Baking in the Bush

Botswana

Botswana national natural symbols

Honeymoon time is over and I am back with you to share a great cooking experience I had during our holidays. We went to Botswana for my first Safari trip and it was wonderful. I could write pages about the animals and the scenery we saw and post hundreds of pictures, but this blog is about food really so I will try to stay focused and not babbled on about mating Leopards, baby Hyenas and pack of Wild Dogs…Maybe just one thing that might be of general interest… each country has a national flower, bird and animal. Botswana chose very well and is represented by the Lilac-breasted Roller, the Waterlilly and the  Zebra, and there is good logic behind it because you actually see these symbols within the country, less can be said about Lions and Britain…

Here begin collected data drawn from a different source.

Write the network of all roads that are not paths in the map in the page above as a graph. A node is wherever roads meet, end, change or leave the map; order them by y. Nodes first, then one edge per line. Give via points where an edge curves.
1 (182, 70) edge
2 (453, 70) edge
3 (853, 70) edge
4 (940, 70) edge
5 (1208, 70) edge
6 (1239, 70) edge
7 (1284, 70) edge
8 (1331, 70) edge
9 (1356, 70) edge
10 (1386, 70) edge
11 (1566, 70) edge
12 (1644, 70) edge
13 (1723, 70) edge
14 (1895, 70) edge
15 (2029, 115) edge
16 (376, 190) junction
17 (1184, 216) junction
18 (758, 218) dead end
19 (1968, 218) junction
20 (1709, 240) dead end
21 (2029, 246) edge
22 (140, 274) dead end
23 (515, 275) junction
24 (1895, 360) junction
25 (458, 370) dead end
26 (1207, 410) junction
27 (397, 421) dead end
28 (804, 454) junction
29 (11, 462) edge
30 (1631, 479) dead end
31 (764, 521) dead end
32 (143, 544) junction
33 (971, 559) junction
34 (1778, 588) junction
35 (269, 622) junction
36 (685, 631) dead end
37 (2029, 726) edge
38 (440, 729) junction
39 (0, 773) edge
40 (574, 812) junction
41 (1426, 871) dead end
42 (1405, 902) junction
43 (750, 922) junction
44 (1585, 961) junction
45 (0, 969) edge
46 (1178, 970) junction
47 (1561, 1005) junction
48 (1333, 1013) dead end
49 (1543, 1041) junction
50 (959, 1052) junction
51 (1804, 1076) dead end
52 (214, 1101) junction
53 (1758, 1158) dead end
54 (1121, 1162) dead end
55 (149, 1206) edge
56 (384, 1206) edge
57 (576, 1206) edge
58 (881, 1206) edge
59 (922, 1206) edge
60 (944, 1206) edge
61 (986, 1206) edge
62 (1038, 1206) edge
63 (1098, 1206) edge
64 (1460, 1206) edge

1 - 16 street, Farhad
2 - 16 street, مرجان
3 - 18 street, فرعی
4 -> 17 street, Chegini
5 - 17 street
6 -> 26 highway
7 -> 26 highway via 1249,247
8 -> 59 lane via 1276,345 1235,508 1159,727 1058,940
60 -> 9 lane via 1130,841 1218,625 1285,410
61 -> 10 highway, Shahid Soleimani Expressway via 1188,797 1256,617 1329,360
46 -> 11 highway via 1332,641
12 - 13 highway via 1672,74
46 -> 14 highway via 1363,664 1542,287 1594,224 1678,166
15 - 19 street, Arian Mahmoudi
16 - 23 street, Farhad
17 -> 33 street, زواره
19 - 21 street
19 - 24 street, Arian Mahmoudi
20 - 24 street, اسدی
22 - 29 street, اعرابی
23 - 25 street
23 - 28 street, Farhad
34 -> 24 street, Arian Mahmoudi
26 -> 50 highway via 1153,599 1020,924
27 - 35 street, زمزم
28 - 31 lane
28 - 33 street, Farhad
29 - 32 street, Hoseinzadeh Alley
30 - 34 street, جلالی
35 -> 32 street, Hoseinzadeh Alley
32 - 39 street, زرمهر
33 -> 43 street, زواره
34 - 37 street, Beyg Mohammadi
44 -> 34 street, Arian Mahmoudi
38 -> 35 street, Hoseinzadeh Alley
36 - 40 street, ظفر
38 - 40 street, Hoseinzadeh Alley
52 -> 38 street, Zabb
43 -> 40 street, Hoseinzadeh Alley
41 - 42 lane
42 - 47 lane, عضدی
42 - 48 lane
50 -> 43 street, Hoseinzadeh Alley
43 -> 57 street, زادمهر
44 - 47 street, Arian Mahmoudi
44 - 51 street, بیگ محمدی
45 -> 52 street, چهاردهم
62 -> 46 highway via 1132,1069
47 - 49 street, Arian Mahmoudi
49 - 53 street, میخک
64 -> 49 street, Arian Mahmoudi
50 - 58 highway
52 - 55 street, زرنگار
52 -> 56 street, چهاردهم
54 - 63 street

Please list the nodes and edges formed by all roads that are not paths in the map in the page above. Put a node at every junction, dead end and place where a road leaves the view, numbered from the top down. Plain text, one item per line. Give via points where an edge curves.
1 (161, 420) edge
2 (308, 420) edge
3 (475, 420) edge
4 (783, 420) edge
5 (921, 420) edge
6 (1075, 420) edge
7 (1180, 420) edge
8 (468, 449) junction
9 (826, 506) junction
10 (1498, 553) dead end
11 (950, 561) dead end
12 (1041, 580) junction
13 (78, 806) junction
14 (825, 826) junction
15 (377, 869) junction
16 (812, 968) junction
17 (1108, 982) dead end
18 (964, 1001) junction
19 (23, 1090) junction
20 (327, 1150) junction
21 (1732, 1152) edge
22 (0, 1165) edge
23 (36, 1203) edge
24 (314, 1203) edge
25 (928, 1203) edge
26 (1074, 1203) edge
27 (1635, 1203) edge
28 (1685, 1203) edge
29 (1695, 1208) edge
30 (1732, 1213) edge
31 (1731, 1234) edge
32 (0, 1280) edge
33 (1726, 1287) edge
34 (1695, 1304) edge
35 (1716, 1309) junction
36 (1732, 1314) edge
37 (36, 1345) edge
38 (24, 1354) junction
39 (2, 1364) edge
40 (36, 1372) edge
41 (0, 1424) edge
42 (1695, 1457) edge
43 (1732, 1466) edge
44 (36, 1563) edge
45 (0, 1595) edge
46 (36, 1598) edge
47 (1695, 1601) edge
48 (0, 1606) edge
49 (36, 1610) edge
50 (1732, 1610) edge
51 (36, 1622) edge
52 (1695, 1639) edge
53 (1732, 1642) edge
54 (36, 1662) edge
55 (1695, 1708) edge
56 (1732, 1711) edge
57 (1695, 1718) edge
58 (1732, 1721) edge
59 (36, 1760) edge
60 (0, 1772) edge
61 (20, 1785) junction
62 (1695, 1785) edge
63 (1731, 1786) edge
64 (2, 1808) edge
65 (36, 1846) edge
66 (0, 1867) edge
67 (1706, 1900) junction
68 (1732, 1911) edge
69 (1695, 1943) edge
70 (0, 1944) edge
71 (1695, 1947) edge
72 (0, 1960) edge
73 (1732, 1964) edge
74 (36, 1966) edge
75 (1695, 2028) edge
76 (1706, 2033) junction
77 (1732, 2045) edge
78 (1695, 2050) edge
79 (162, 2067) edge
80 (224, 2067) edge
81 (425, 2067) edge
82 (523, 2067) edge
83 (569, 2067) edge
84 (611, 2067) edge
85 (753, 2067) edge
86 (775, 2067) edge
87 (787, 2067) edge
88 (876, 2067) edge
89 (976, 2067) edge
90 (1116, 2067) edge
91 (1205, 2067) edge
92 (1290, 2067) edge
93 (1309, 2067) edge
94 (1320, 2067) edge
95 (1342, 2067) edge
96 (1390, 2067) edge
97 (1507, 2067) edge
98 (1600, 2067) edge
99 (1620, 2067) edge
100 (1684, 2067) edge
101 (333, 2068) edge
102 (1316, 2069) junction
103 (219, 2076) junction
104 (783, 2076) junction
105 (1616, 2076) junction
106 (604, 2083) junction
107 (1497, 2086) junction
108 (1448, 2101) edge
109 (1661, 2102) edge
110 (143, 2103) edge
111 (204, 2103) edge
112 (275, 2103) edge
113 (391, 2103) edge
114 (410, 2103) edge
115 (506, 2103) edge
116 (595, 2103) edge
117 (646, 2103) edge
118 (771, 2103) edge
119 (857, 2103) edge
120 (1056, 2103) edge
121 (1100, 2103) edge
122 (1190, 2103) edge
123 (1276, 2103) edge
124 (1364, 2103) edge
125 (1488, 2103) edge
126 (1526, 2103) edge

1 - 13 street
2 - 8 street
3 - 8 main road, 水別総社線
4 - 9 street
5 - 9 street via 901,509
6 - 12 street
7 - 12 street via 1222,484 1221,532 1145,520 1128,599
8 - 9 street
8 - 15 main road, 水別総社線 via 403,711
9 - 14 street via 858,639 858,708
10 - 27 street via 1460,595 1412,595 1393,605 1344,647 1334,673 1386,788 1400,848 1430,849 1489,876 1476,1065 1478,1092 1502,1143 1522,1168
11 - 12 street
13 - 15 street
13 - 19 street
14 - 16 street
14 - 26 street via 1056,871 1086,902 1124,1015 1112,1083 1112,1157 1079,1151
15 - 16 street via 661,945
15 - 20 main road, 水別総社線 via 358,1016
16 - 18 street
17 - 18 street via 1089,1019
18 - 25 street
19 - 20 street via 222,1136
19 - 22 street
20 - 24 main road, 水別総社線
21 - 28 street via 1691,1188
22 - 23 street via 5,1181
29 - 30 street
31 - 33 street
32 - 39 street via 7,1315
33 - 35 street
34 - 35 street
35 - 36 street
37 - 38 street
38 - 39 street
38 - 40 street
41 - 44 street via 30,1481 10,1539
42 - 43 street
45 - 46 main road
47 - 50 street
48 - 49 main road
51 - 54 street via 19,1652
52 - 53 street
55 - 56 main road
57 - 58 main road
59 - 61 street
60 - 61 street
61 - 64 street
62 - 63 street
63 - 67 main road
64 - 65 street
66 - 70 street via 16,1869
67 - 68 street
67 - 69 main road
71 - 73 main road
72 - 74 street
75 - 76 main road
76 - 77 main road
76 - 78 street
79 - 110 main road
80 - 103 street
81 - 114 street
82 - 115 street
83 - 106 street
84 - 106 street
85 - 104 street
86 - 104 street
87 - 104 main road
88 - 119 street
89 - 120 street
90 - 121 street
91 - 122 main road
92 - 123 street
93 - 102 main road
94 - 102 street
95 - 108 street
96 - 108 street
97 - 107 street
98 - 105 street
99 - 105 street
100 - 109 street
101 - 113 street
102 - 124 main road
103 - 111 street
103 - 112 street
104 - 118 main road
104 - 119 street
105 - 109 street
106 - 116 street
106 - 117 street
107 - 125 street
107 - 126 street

Food in Africa was in average really good, but what really got me excited was to have warm freshly-baked bread and cakes in the middle of the Okavango Delta in Botswana. Forget about cans of baked beans and raviolis from your previous camping trips, this is all about gourmet cooking in the bush.

IMG_3813

Pula’s stove

I couldn’t believe it when I saw this warm fluffy bread waiting for us for our first lunch. I asked if the chef had baked it here and apparently yes. I immediately asked if I could have a tour of the kitchen. It took 2 days for the staff to feel comfortable for me to wander around their side of the camp, even though it was 30 metres away from our tent. Finally Pula, our chef, was ready for me to look. I was given the grand tour and instantly regretted not to have taken my camera with me. I needed excuses to visit again so I waited until we moved camp. New campsite, new kitchen and new set up: time for me to inspect again.

Pula's oven

Pula’s oven

It turned out Pula, which means Money and Rain in Setswana, is a passionate cook and wants to cook in a big lodge one day. He also wants to go to cookery school and have a real diploma. I asked if he needed any help and he said to come back the next day. Armed with my camera, I arrived the next day for my first bush cookery class. The plan was to make a lemon drizzle cake for our afternoon snack. Yes, a lemon drizzle cake in the bush, with elephants constantly trying to get closer to the acacia trees protecting the kitchen from the African sun.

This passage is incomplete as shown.